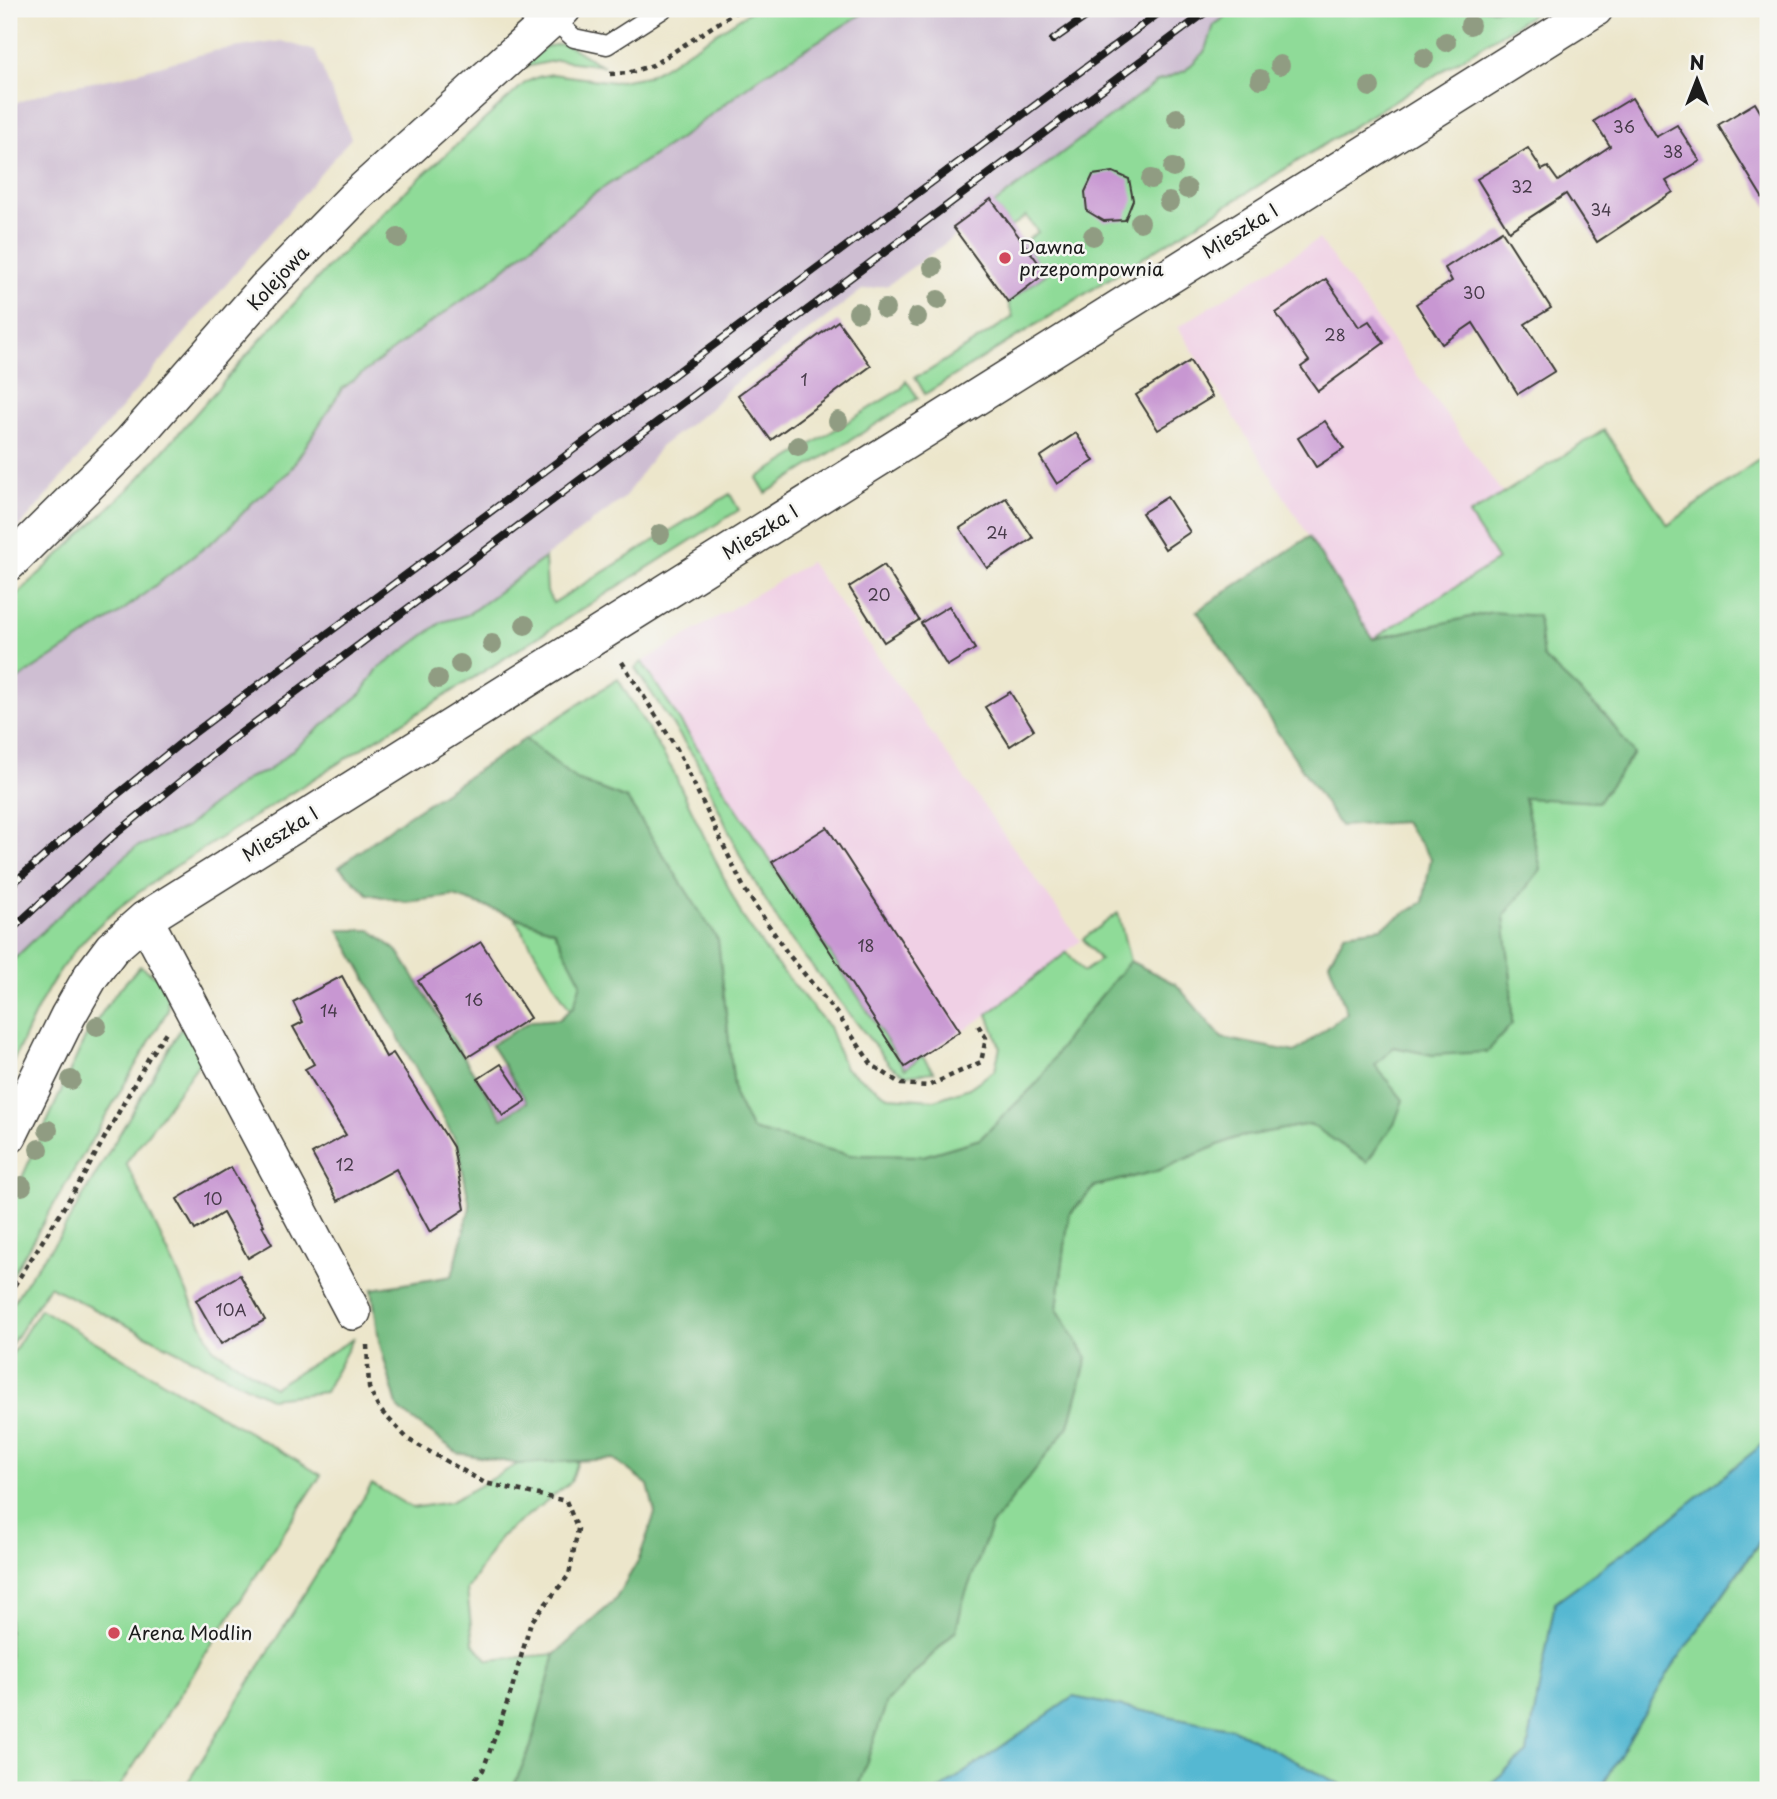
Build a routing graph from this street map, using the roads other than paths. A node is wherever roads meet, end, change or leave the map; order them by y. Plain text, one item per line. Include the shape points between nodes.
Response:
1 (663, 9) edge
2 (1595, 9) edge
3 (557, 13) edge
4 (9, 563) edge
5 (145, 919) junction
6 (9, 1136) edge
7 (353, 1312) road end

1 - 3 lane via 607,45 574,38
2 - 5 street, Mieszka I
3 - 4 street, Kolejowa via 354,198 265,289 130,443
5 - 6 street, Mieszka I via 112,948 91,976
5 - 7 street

□ □ □ □

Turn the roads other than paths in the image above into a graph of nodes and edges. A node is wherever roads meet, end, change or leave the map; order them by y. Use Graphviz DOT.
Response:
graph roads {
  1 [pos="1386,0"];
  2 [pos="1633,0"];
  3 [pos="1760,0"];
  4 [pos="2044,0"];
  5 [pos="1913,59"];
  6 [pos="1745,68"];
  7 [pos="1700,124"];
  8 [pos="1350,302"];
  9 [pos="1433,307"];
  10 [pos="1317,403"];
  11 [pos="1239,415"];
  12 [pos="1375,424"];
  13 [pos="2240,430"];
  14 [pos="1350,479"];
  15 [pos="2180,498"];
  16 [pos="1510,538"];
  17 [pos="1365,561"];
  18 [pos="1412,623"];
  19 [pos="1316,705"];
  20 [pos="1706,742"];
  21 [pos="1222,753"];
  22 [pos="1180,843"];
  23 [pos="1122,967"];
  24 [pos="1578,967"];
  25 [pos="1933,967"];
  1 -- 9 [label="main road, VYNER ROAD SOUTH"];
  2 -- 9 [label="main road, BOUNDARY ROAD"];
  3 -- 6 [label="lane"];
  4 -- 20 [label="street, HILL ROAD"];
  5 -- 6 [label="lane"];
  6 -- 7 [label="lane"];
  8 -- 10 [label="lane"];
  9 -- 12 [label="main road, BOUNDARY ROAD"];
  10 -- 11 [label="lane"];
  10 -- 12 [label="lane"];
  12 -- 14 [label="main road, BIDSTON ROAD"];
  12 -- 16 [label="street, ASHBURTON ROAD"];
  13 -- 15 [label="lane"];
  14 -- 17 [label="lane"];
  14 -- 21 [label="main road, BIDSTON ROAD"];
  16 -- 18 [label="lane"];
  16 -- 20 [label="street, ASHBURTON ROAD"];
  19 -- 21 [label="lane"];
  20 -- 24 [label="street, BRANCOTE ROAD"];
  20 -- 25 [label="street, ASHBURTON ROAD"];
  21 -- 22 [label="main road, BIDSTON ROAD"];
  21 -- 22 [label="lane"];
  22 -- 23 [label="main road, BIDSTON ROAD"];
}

□ □ □ □

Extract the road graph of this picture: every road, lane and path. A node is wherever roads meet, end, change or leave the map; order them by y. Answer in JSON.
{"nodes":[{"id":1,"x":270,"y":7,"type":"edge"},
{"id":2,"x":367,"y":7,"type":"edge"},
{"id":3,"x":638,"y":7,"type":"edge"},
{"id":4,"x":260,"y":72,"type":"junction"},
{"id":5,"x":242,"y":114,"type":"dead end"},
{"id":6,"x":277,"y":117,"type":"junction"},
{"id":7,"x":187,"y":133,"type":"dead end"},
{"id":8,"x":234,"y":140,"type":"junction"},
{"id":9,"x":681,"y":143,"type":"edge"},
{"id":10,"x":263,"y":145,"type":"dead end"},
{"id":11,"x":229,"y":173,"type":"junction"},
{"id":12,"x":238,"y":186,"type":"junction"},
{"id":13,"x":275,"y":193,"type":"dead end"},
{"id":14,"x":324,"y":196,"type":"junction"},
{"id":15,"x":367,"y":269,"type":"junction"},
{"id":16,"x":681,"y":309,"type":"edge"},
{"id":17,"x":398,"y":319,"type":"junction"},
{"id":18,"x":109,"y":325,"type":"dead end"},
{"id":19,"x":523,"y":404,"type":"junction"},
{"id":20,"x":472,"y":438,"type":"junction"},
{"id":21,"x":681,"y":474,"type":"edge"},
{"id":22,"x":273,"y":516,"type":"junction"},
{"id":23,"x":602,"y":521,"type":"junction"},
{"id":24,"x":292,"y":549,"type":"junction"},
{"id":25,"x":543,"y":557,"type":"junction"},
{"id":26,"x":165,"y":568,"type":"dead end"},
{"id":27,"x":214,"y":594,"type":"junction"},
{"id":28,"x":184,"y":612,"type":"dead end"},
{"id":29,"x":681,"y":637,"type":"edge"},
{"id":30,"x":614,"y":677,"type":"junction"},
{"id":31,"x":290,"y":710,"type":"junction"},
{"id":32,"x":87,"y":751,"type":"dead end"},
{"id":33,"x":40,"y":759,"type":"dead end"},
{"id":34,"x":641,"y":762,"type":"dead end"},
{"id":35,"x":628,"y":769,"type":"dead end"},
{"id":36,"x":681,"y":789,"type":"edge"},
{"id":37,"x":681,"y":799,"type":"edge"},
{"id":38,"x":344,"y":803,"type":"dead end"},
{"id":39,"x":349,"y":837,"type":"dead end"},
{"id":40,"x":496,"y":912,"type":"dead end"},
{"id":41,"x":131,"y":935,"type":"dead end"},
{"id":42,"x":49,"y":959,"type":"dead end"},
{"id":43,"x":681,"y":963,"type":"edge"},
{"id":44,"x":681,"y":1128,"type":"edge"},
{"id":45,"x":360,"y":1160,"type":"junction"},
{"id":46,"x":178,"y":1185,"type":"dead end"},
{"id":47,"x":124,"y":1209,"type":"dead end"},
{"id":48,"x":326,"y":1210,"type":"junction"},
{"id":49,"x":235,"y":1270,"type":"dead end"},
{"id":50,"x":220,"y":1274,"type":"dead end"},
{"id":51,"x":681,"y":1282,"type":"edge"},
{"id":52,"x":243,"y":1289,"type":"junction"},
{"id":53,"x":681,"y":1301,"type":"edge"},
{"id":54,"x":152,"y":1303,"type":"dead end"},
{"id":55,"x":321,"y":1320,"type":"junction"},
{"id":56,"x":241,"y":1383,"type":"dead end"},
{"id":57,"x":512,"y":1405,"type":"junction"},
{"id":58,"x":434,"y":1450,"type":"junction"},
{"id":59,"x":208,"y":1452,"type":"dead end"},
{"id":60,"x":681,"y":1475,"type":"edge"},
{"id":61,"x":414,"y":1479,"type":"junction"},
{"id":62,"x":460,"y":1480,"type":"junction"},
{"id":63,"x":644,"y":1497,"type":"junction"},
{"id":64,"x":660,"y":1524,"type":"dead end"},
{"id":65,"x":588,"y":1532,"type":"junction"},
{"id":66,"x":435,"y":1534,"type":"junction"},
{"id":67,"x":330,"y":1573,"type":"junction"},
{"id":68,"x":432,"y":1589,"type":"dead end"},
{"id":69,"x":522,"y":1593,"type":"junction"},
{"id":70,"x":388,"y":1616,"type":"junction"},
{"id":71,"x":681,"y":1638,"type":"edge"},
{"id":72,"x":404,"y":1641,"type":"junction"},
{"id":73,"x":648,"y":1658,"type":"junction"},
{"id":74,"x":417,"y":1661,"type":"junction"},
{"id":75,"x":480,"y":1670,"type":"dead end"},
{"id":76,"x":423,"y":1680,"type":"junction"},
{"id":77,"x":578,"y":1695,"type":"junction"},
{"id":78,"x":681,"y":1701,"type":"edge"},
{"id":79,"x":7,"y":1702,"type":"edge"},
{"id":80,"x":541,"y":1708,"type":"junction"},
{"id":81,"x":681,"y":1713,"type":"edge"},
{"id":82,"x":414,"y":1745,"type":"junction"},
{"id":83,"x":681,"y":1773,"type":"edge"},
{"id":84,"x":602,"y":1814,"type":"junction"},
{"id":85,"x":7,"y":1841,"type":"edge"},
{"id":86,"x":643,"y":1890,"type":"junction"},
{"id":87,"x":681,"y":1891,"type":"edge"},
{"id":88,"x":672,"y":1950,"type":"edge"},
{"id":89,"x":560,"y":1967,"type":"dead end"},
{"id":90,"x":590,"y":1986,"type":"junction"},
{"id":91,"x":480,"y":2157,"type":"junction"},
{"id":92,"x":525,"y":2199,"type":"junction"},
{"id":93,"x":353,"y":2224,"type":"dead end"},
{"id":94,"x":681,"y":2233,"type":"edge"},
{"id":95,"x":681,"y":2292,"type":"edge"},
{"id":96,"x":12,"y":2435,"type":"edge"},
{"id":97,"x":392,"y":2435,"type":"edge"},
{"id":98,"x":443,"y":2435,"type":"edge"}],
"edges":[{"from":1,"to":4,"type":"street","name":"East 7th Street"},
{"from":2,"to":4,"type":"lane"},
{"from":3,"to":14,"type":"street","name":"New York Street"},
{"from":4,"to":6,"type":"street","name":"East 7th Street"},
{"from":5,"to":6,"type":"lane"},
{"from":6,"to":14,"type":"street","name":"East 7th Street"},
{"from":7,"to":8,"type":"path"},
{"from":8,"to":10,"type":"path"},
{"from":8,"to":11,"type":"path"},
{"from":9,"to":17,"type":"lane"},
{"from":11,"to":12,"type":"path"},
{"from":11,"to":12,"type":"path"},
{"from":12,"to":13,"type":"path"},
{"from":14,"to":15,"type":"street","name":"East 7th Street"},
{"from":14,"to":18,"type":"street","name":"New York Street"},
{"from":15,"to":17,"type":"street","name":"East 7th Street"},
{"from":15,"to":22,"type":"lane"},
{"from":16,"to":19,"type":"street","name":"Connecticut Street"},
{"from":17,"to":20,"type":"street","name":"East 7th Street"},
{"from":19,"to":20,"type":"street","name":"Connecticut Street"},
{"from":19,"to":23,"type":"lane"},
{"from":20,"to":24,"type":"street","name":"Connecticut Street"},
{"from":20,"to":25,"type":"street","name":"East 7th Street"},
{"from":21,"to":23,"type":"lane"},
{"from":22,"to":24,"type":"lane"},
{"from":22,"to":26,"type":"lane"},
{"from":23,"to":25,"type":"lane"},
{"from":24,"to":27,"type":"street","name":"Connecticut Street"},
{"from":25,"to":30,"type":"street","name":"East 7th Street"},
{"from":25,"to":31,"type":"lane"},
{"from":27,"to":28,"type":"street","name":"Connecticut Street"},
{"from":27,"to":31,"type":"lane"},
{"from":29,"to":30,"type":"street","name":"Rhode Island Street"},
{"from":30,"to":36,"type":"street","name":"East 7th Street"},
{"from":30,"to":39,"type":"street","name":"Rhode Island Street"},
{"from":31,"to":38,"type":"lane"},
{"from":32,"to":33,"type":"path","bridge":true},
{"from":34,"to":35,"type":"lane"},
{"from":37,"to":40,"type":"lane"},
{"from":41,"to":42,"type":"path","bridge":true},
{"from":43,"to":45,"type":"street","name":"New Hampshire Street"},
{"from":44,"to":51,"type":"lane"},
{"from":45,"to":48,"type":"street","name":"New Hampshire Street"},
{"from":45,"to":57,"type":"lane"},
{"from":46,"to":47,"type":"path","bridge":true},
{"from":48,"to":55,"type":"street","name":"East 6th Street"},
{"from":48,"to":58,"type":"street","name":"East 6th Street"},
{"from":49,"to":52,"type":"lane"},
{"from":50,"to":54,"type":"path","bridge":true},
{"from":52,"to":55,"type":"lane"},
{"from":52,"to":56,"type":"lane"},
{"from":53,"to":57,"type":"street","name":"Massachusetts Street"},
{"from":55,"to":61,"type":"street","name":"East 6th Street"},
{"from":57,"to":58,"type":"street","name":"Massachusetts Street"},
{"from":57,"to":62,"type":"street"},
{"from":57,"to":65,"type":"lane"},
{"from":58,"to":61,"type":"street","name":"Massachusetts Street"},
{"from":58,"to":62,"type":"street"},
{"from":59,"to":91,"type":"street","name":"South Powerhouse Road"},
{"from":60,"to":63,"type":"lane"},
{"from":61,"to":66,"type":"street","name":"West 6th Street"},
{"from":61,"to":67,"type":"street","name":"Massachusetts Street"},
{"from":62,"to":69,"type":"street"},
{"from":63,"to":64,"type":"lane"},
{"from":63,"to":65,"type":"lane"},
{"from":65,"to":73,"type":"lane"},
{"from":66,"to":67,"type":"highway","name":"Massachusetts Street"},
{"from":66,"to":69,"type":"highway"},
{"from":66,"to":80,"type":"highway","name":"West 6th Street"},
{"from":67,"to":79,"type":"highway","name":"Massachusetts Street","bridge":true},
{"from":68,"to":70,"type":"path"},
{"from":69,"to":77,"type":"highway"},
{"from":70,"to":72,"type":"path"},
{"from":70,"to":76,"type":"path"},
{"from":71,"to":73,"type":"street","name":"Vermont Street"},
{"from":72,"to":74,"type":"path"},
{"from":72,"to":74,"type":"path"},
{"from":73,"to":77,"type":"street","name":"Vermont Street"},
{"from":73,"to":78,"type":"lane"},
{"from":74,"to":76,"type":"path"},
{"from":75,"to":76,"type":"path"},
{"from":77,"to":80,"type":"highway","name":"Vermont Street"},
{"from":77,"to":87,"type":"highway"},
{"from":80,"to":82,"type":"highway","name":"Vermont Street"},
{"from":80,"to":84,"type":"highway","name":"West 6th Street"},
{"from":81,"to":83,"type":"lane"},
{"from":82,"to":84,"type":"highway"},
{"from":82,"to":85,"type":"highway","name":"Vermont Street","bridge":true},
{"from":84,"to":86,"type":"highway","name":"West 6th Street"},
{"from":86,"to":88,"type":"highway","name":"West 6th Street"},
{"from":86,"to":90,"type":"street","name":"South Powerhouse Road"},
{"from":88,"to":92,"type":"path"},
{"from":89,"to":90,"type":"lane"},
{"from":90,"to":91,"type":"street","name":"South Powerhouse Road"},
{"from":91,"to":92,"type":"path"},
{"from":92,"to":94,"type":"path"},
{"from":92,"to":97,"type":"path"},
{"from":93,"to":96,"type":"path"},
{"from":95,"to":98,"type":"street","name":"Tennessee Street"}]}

□ □ □ □

## INSTRUCTIONS TO FOLLOW
Number of lines above containing "paths": give it, with no other text.

## RESPONSE FOR THIS EXERCISE
2